Historic Preservation

Posted January 30, 2019
  • The Center for Architectural Conservation at Taliesin West

    Mia Maloney, a student in the Graduate Program in Historic Preservation who works with the Center, conducts an assessment on the wooden features of the original dining room.

A New Partnership with the Frank Lloyd Wright Foundation Illuminates the Architect’s “Experiment in the Desert”

It was just over a decade ago that the Solomon R. Guggenheim Museum unveiled the freshly-restored exterior of Frank Lloyd Wright’s iconic building on Fifth Avenue, and it was one of the most closely watched architectural conservation projects of the new century. Among the project’s key advisors was PennDesign’s Frank Matero, and now he’s leading a team to protect another Wright design for future generations.

The Graduate Program in Historic Preservation at PennDesign, which Matero chairs, has entered into a 5-year collaborative research agreement with the Frank Lloyd Wright Foundation to assist in activities leading to the study and preservation of Taliesin and Taliesin West. The partnership will allow students and faculty to engage in graduate studios, internships, seminars, and theses on topics related to the life and work of Wright.
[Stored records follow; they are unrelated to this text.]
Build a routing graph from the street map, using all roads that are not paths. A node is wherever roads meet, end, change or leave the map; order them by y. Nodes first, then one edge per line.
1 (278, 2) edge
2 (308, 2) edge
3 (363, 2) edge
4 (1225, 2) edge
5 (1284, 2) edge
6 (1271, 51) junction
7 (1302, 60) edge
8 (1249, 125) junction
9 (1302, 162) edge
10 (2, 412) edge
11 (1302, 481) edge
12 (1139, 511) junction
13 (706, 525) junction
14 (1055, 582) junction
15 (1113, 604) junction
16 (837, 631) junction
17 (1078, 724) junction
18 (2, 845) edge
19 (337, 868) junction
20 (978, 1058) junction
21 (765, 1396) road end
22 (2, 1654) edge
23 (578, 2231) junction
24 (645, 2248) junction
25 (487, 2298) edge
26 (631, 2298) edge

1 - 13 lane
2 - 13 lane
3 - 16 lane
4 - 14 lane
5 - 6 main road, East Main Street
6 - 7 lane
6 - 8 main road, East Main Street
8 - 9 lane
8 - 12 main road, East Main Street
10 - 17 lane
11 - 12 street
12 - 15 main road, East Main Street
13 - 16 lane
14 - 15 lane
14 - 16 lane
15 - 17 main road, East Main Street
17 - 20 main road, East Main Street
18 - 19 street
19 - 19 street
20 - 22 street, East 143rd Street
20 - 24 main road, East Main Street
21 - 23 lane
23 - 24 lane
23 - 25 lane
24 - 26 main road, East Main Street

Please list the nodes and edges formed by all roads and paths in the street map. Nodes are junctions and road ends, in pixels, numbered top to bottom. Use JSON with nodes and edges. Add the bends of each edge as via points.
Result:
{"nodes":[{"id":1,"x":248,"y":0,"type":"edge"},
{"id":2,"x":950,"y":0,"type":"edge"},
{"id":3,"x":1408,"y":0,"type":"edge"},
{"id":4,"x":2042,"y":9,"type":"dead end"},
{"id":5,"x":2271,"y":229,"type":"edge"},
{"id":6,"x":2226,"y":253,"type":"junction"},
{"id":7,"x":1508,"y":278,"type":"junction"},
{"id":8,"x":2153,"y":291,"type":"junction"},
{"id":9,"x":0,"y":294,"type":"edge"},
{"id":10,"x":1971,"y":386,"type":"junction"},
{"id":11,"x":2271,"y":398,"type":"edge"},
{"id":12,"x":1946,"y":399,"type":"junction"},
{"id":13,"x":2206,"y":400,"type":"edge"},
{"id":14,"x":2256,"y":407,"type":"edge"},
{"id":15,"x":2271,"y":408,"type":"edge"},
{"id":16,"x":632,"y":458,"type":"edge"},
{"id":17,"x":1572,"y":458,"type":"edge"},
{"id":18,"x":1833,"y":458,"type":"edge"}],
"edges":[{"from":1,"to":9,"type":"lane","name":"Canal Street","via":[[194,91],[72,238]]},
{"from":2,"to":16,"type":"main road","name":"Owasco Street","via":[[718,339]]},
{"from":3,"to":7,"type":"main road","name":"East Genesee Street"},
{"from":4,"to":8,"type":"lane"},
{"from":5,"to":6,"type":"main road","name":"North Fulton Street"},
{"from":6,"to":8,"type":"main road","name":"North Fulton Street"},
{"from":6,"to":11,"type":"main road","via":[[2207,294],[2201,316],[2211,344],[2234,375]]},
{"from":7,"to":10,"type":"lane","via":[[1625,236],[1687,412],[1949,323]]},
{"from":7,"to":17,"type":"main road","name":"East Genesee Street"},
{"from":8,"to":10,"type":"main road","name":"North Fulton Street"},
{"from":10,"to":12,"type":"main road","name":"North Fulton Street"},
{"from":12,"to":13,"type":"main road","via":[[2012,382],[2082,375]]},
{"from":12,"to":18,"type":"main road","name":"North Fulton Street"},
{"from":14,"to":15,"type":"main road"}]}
According to Matero, a professor of architecture who also directs of The Center for Architectural Conservation, the partnership will advance the conservation and management of Frank Lloyd Wright’s built legacy by exploring the full range of design and conservation issues associated with Wright’s work and his long legacy of experimentation at both Taliesin—the home, studio, school, and 800-acre agricultural estate of Wright in Spring Green, Wisconsin—and Taliesin West, the architect’s winter home and school outside Scottsdale, Arizona.

Continuing the Preservation program’s long tradition of ‘learning by doing’ through field-based research with partner institutions, the collaboration draws on the skill, research, scholarship and deep experience of PennDesign’s faculty and allows students the opportunity to experience the genius of Wright and the many conservation issues associated with his built designs. 

Matero says, “Wright stands apart from his contemporaries in the sheer volume and originality of his collective work: the writings, drawings, buildings, and decorative arts. This affords a rich opportunity to consider and debate what preserving his built legacy might be going forward, in terms of contemporary practice.”

The first research program to be undertaken through the new partnership will address the conservation of Taliesin West, a National Historic Landmark nestled in the desert foothills of the McDowell Mountains in Scottsdale, Arizona. Built and maintained almost entirely by Wright and his apprentices, Wright’s winter home continues to be the headquarters of the Frank Lloyd Wright Foundation and hosts the School of Architecture at Taliesin.

Emily Butler, the Foundation’s preservation manager at Taliesin West, situates the PennDesign parternship within a long tradition. “There is a strong legacy of learning by doing here at Taliesin West,” she says, adding, “Wright used the site as a laboratory and teaching tool for his apprentices.”

In January, Matero and a team that includes faculty members Andrew Fearon, John Hinchman, and Laura Keim, along with students Mia Maloney and Ashley Vail Losco, began studying several spaces within the campus to better understand their complex history of evolution and current conditions.

At the Foundation’s request, Taliesin’s original Dining Room and the Garden Room will be the subject of the two students’ theses.

“These rooms were a focal point for Fellowship life and occupy a very important space in the complex hierarchy,” Matero notes. “Their continued use today, as with the entire campus makes this a particularly interesting problem.”

Over the next five years, additional projects will include the study of Taliesin West’s surrounding landscape and the looming threats from development and climate change in conjunction with the Department of Landscape Architecture department.

Matero explains, “Wright’s treatment of the landscape and the intense relationship it shares with the buildings may well be the most complex and fragile aspect of Wright’s ‘experiment in the desert.”

Matero’s experience with the conservation of Wright buildings dates back to 1995, when he began a study of the exterior of the Guggenheim Museum that lasted over a decade. In 1996, he and Wright scholar David Delong, professor emeritus of architecture and historic preservation at PennDesign, led a seminar entitled Preserving Wright funded by the National Center for Preservation Technology and Training of the National Park Service and The Frank Lloyd Wright Building Conservancy.

For all his previous experience, Matero sees the Taliesin project as a new chapter in his work on Wright. 

“Balancing the needs of a working architectural school existing within a National Historic Landmark and pending World Heritage Site with over 110,000 visitors a year is no small challenge,” he says. “The somewhat raw and immediate nature of the construction in the harsh desert environment makes its technical conservation and interpretation very challenging.”